-- Task details --
All lines in the data that hold the word "Michael" need copying.

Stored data
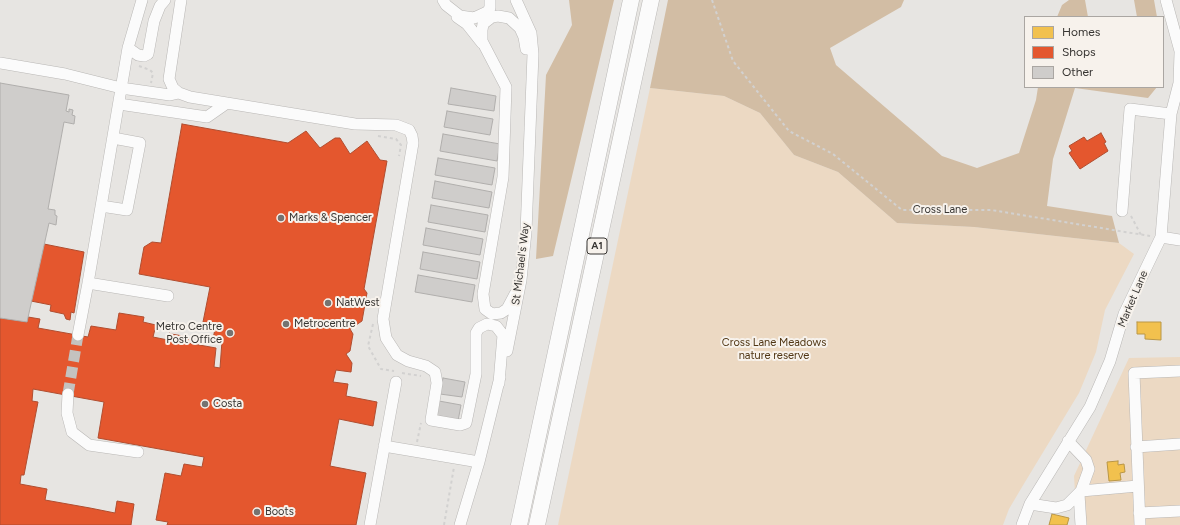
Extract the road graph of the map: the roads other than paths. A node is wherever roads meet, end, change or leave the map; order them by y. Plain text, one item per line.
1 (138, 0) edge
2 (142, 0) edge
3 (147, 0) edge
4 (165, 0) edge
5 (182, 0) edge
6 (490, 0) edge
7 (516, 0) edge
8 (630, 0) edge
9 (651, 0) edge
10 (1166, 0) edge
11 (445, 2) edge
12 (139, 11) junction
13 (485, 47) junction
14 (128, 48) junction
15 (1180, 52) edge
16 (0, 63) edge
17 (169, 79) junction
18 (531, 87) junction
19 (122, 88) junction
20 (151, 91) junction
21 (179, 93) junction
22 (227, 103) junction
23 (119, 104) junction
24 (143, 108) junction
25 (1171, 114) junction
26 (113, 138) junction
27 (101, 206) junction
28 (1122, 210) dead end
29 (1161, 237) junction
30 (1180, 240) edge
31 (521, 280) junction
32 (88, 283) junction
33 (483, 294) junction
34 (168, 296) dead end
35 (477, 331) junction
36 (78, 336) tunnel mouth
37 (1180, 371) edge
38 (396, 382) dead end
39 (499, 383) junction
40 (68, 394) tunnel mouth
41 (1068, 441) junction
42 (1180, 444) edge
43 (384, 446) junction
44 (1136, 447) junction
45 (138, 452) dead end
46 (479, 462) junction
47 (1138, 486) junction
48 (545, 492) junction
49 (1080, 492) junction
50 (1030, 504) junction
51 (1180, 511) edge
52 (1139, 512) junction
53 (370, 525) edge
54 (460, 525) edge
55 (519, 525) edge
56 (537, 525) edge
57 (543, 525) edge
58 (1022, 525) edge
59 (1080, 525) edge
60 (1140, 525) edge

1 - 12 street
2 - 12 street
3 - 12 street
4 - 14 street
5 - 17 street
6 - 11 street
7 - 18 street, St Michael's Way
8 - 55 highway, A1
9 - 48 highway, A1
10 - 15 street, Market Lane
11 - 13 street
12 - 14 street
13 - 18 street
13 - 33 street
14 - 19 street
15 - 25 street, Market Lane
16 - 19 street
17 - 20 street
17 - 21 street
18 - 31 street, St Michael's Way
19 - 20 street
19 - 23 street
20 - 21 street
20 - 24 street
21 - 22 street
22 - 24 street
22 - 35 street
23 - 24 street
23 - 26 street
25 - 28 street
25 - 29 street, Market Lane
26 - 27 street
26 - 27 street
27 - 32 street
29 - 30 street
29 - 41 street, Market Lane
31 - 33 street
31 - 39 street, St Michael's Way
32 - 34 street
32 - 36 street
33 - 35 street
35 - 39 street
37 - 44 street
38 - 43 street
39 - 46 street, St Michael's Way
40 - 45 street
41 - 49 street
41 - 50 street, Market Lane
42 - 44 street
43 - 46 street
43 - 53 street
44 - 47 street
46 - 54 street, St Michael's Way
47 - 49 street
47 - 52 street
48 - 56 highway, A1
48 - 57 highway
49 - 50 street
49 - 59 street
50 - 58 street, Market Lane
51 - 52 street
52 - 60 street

...

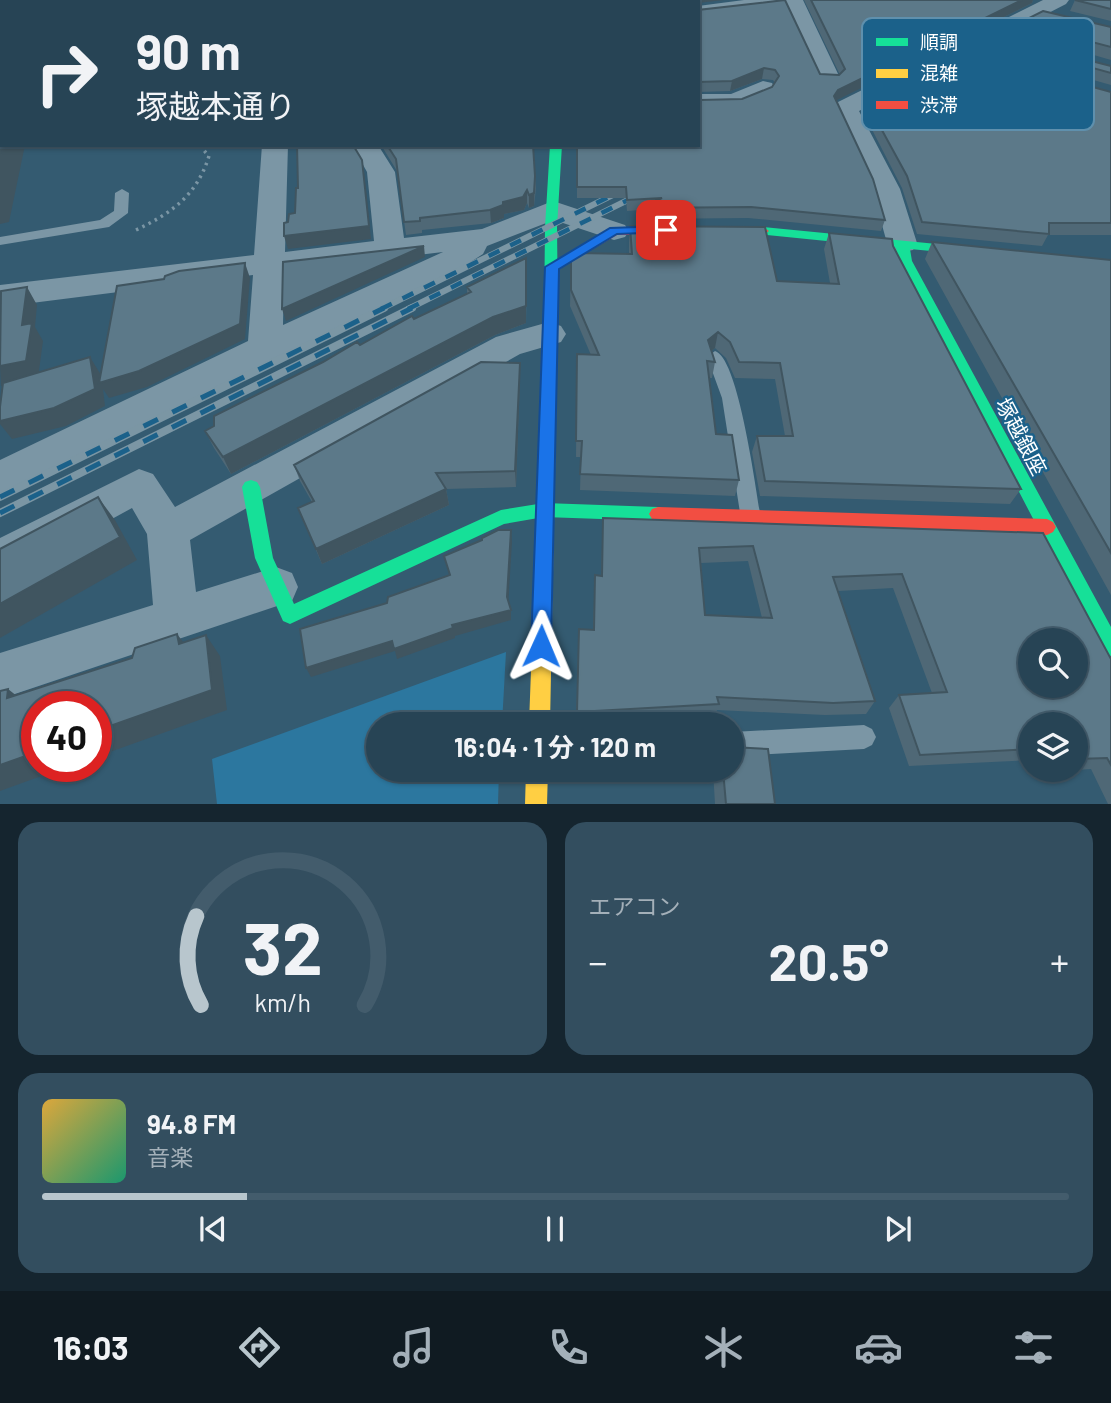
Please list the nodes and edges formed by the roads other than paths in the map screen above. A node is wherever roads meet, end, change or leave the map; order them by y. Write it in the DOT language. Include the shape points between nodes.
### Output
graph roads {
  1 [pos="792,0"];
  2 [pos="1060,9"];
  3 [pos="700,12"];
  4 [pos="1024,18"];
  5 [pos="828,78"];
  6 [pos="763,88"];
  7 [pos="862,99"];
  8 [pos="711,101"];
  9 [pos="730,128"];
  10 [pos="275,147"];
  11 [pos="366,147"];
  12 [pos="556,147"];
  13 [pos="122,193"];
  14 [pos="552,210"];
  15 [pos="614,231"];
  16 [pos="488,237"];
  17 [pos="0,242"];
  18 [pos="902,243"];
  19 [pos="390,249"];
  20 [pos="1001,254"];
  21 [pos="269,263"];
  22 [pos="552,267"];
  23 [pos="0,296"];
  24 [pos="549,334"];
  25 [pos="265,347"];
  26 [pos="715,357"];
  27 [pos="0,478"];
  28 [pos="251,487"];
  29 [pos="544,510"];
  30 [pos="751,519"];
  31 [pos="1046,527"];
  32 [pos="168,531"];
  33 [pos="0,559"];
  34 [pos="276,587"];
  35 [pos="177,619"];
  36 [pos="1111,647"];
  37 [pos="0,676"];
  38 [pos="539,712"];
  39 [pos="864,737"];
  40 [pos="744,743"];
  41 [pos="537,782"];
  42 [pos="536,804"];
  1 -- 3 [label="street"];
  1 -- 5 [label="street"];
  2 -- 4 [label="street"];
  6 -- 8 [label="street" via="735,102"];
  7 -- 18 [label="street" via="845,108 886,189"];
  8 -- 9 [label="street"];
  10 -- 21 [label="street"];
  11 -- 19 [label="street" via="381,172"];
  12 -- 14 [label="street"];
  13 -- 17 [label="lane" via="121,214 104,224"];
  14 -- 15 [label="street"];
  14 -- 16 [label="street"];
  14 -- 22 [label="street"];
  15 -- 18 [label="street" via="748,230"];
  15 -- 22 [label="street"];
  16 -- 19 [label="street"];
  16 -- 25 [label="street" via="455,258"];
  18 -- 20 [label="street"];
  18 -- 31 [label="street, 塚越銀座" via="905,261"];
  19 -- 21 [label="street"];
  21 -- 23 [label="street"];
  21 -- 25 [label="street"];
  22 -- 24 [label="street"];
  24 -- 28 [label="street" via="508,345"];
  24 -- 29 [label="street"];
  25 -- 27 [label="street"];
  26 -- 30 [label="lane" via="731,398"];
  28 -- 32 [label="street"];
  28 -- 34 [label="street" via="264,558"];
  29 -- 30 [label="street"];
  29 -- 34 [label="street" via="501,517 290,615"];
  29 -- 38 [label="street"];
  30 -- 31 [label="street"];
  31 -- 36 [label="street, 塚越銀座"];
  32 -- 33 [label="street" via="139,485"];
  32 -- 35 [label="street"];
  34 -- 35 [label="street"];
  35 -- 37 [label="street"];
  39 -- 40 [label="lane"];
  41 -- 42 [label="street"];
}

-- Exercise answer --
7 - 18 street, St Michael's Way
18 - 31 street, St Michael's Way
31 - 39 street, St Michael's Way
39 - 46 street, St Michael's Way
46 - 54 street, St Michael's Way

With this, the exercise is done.